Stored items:

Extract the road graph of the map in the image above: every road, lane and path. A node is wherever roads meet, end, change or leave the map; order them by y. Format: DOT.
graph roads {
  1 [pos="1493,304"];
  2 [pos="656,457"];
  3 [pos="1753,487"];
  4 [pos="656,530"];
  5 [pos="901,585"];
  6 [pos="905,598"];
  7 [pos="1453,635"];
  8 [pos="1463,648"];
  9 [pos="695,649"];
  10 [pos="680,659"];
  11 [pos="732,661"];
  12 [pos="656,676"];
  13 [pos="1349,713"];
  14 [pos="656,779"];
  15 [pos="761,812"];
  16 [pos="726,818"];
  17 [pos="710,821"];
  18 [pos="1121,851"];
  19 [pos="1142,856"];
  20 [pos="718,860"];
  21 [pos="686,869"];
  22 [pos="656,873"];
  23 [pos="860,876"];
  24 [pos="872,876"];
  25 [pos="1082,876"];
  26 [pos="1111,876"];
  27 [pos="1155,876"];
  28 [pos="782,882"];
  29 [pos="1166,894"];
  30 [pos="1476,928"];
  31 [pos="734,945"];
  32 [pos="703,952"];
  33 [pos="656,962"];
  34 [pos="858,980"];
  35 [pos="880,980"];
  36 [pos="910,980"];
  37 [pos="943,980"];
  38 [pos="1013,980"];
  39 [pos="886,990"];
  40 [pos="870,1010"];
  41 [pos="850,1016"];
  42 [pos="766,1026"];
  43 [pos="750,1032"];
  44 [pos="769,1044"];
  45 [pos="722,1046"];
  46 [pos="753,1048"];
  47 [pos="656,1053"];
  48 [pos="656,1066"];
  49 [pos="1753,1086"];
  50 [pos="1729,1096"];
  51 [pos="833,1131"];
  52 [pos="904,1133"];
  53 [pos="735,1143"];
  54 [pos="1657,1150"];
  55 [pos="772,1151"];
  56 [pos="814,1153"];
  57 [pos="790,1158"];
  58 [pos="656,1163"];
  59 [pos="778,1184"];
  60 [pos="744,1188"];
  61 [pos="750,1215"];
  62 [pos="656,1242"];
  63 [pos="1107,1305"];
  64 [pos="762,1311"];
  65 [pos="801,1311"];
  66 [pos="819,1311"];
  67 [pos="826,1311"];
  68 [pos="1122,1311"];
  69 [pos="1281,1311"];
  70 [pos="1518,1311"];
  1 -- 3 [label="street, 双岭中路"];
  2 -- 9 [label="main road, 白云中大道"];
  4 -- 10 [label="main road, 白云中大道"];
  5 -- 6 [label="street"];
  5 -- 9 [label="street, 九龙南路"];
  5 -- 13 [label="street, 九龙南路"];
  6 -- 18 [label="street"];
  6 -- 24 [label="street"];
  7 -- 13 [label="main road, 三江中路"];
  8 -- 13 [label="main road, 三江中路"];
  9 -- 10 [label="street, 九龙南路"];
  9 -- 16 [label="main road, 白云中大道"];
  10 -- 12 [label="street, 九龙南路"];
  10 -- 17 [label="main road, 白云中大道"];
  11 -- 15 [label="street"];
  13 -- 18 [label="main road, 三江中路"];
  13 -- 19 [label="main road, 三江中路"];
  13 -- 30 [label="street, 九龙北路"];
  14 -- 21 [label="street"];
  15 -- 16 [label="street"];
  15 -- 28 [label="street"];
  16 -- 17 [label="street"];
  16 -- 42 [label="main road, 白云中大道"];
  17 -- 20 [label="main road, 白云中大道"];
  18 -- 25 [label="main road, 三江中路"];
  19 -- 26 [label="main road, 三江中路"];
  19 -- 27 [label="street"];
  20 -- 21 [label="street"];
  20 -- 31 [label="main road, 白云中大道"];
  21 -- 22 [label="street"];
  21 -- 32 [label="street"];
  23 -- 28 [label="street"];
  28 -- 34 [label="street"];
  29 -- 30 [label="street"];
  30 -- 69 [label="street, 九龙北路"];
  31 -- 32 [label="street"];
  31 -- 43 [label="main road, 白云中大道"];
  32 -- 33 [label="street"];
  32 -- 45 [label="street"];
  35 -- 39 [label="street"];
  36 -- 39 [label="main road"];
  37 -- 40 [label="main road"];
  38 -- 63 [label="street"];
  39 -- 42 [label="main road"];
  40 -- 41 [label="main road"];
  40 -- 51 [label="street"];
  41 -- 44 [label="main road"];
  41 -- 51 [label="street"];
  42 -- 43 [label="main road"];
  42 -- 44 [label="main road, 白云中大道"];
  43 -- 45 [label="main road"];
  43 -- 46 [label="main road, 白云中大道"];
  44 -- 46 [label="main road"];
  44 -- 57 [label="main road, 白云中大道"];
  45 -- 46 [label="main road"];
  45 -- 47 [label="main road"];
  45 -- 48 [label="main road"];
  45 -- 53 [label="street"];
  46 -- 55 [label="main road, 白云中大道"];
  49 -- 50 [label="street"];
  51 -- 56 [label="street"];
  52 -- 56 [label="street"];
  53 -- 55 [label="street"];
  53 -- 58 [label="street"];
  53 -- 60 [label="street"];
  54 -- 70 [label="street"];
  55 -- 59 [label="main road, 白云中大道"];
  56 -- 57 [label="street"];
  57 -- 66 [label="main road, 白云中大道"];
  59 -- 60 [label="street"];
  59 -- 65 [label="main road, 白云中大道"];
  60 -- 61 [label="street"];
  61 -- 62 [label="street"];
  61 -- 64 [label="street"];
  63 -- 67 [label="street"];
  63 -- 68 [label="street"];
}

▶ _What you are asked to do_: If a line above holds the string "roads", return it as it stands.

▶ _Task solution_:
Extract the road graph of the map in the image above: every road, lane and path. A node is wherever roads meet, end, change or leave the map; order them by y. Format: DOT.
graph roads {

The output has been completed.